100,000 lives saved, but the catastrophe is just beginning for Bangladesh
Early warning systems and shelters saved an estimated 100,000 lives in last week’s Cyclone Sidr, but Oxfam is warning that without a massive international response the country faces its worst humanitarian crisis in decades.
Devastation of the country’s agriculture from both the cyclone in the south and this summer’s severe floods in the north have led to increasing food prices, while fuel prices have rocketed by 50 per cent.
The early warning systems, introduced over the last 15 years, new cyclone shelters and better planning has meant that more than 100,000 people were saved from the immediate impacts of last week’s cyclone – compared to the loss of life in a similar cyclone in 1991. But with the country’s agriculture in ruins vast numbers of people are now threatened with food shortages.

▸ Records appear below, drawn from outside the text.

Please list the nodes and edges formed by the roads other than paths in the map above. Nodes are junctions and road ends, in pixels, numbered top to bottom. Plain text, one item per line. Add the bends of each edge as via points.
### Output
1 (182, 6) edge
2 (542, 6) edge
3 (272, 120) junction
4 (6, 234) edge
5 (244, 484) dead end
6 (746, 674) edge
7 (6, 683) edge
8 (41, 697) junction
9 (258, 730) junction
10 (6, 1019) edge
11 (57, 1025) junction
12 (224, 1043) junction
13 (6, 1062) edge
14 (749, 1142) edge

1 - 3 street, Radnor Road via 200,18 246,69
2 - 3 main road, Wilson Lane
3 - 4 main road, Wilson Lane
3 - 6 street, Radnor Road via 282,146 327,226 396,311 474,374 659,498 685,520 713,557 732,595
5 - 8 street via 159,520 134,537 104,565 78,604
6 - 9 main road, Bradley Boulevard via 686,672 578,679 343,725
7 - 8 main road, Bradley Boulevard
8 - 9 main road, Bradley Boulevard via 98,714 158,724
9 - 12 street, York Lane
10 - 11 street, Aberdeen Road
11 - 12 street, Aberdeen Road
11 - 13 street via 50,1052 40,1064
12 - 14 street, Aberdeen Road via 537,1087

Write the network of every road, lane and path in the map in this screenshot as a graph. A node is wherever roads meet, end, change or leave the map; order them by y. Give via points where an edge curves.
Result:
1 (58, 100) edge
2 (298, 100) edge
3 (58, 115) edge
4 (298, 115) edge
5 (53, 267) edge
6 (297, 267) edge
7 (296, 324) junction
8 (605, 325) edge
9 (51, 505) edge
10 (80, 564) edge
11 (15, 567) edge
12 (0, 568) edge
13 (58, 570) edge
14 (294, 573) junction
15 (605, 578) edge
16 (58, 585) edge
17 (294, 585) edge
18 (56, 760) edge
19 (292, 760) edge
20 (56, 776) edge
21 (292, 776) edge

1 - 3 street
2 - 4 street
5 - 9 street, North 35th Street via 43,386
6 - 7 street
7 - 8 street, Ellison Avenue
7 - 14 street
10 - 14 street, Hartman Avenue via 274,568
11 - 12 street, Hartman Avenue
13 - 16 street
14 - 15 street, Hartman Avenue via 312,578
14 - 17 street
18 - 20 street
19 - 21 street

More than 3 million people are thought to have been affected by the cyclone, with around 3,000 people dead, and a similar number missing, 273,000 homes have been destroyed and more than 900,000 damaged, while 855,000 acres of crops have been damaged and nearly 30,000 acres completely destroyed according to government figures.
Heather Blackwell, Oxfam’s country representative for Bangladesh said: “Across huge areas there is no food except what is dropped in by helicopters.
“There are so many people without homes or basic sanitation, and who are now likely to be unable to get food, that Bangladesh is facing its most serious humanitarian disaster in many decades.
“Many thousands were saved by better planning, but cholera and malnutrition may have devastating impacts if aid does not arrive soon.”
These Oxfam affiliates have launched appeals to help relieve the problems affecting the country:
Oxfam has been working with local partners since Cyclone Sidr struck on Thursday (15 November), with teams in the worst-hit southern districts of Bagerhat, Pirojpur, Barguna and Patuakhali assessing and providing urgent relief such as sanitation and food and water.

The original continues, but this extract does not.